→ Problem details
Look through the records and copy each line with the string "云天大道" in it.

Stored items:

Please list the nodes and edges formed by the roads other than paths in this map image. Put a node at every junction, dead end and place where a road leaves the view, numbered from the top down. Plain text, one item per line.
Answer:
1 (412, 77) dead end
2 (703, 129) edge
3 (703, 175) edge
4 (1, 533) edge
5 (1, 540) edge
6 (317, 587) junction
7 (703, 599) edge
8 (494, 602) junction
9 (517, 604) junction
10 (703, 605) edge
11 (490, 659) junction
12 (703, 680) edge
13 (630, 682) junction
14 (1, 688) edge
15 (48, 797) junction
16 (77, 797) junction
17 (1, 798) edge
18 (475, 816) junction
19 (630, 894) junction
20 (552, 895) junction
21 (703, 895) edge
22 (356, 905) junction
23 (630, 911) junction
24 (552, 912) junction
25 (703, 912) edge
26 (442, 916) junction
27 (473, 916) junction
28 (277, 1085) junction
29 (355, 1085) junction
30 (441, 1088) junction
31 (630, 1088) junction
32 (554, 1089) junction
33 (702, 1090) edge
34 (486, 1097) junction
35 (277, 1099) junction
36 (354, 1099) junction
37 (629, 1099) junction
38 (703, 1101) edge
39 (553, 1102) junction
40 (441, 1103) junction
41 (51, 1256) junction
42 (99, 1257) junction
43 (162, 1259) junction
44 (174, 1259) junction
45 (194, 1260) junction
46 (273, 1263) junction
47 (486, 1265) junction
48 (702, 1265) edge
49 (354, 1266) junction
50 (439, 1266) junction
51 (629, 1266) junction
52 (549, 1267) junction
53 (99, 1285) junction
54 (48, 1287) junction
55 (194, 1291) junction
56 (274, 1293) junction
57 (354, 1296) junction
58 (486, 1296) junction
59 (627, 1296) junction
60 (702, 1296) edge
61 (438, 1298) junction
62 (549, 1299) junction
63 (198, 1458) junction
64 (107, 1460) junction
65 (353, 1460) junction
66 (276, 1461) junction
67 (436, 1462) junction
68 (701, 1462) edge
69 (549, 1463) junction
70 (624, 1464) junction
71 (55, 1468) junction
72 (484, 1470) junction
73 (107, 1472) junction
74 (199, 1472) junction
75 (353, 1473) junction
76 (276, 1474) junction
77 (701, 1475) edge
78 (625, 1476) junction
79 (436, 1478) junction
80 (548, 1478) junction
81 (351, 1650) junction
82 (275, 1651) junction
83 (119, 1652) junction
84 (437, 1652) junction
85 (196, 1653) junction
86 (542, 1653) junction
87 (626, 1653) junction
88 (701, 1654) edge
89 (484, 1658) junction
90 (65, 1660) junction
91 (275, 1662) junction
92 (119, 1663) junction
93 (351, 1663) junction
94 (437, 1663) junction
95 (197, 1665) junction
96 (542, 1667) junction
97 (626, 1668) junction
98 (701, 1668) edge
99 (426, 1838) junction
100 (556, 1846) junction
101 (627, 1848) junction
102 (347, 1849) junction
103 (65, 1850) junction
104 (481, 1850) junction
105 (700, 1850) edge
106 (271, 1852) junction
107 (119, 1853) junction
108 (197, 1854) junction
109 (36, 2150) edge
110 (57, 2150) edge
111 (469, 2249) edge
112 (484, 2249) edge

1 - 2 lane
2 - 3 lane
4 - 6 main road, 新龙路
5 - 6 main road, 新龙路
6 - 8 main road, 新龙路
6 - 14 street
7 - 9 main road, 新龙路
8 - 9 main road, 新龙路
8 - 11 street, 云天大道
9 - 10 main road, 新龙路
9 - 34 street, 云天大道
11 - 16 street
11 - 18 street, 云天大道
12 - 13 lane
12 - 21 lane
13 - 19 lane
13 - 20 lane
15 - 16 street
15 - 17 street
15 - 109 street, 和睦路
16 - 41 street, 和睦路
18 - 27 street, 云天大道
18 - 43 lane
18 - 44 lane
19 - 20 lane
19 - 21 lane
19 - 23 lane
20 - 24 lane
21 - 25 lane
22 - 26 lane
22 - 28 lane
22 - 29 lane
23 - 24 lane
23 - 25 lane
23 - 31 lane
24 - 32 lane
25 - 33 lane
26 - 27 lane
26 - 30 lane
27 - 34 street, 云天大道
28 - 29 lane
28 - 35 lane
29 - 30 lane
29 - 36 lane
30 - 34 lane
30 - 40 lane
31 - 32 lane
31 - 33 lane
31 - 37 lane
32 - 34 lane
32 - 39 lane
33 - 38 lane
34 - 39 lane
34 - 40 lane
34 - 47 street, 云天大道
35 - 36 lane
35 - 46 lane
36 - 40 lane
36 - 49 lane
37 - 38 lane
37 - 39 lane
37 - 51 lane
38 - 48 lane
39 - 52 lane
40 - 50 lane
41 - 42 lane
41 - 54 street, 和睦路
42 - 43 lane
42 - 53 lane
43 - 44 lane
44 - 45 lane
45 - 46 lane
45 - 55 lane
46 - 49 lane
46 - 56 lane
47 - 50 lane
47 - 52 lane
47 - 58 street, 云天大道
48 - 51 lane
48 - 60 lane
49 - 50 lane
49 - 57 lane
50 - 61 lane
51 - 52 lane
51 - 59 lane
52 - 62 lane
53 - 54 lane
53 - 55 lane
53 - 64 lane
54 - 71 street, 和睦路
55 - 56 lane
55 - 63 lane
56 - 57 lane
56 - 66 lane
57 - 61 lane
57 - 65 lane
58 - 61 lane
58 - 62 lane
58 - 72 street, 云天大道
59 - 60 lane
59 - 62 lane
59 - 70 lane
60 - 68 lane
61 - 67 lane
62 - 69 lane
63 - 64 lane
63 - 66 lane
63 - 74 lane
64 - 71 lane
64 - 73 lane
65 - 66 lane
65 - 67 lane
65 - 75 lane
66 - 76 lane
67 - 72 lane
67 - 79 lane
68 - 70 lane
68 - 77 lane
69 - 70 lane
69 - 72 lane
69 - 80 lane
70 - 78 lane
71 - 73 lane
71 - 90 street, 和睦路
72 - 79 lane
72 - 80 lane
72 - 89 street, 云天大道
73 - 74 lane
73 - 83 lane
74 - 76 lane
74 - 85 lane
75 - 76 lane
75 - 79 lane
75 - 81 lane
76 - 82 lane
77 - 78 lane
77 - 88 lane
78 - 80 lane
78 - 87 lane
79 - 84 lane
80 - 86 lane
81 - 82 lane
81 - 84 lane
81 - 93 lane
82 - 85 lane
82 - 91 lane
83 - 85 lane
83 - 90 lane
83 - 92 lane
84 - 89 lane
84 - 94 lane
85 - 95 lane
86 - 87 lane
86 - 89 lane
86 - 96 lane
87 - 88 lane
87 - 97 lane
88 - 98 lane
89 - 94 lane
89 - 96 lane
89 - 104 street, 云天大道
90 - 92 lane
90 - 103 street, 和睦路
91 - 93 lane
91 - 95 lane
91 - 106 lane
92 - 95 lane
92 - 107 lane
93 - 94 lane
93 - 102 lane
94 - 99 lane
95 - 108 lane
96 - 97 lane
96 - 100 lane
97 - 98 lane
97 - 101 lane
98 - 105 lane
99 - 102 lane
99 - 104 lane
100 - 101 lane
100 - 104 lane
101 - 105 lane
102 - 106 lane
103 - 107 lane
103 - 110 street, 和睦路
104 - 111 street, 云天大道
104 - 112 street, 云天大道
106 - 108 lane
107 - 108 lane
* * *
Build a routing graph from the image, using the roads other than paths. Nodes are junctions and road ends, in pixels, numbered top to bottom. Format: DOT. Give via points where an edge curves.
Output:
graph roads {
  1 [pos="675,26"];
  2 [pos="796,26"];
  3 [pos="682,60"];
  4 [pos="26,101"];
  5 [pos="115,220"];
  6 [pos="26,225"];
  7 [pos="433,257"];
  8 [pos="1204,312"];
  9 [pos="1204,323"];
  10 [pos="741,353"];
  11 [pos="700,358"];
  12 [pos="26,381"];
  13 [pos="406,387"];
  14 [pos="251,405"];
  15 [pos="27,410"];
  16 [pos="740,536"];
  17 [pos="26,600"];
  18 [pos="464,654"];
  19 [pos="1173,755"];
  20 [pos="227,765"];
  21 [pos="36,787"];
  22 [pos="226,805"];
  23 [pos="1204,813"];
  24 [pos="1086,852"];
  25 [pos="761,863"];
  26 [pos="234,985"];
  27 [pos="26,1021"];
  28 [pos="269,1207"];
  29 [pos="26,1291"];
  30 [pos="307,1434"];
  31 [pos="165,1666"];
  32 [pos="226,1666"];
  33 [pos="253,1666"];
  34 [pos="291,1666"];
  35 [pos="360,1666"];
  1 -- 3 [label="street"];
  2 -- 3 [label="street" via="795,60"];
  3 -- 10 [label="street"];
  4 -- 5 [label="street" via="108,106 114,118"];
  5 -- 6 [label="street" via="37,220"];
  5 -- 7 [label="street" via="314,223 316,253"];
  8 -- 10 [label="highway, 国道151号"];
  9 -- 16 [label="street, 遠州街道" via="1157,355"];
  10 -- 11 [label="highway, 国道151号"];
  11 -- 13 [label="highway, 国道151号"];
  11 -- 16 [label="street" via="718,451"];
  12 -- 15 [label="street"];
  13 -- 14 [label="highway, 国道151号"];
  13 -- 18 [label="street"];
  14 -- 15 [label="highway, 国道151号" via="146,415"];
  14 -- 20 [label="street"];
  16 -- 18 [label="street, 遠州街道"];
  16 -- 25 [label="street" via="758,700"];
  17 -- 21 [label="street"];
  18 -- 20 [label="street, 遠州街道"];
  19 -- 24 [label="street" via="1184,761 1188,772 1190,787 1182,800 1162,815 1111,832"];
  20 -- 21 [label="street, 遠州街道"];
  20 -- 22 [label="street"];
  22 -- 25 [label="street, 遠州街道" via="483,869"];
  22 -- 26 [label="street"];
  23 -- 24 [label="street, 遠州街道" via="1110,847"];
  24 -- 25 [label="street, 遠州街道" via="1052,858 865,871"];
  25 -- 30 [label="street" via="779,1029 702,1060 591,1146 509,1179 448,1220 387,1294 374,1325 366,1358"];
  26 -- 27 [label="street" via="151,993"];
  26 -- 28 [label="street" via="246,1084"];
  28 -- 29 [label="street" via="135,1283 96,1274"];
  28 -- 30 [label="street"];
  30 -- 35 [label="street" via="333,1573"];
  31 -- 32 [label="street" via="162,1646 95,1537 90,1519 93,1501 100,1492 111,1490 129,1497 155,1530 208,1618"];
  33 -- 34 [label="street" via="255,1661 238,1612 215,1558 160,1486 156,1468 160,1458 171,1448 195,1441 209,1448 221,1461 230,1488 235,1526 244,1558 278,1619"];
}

→ Exercise result
8 - 11 street, 云天大道
9 - 34 street, 云天大道
11 - 18 street, 云天大道
18 - 27 street, 云天大道
27 - 34 street, 云天大道
34 - 47 street, 云天大道
47 - 58 street, 云天大道
58 - 72 street, 云天大道
72 - 89 street, 云天大道
89 - 104 street, 云天大道
104 - 111 street, 云天大道
104 - 112 street, 云天大道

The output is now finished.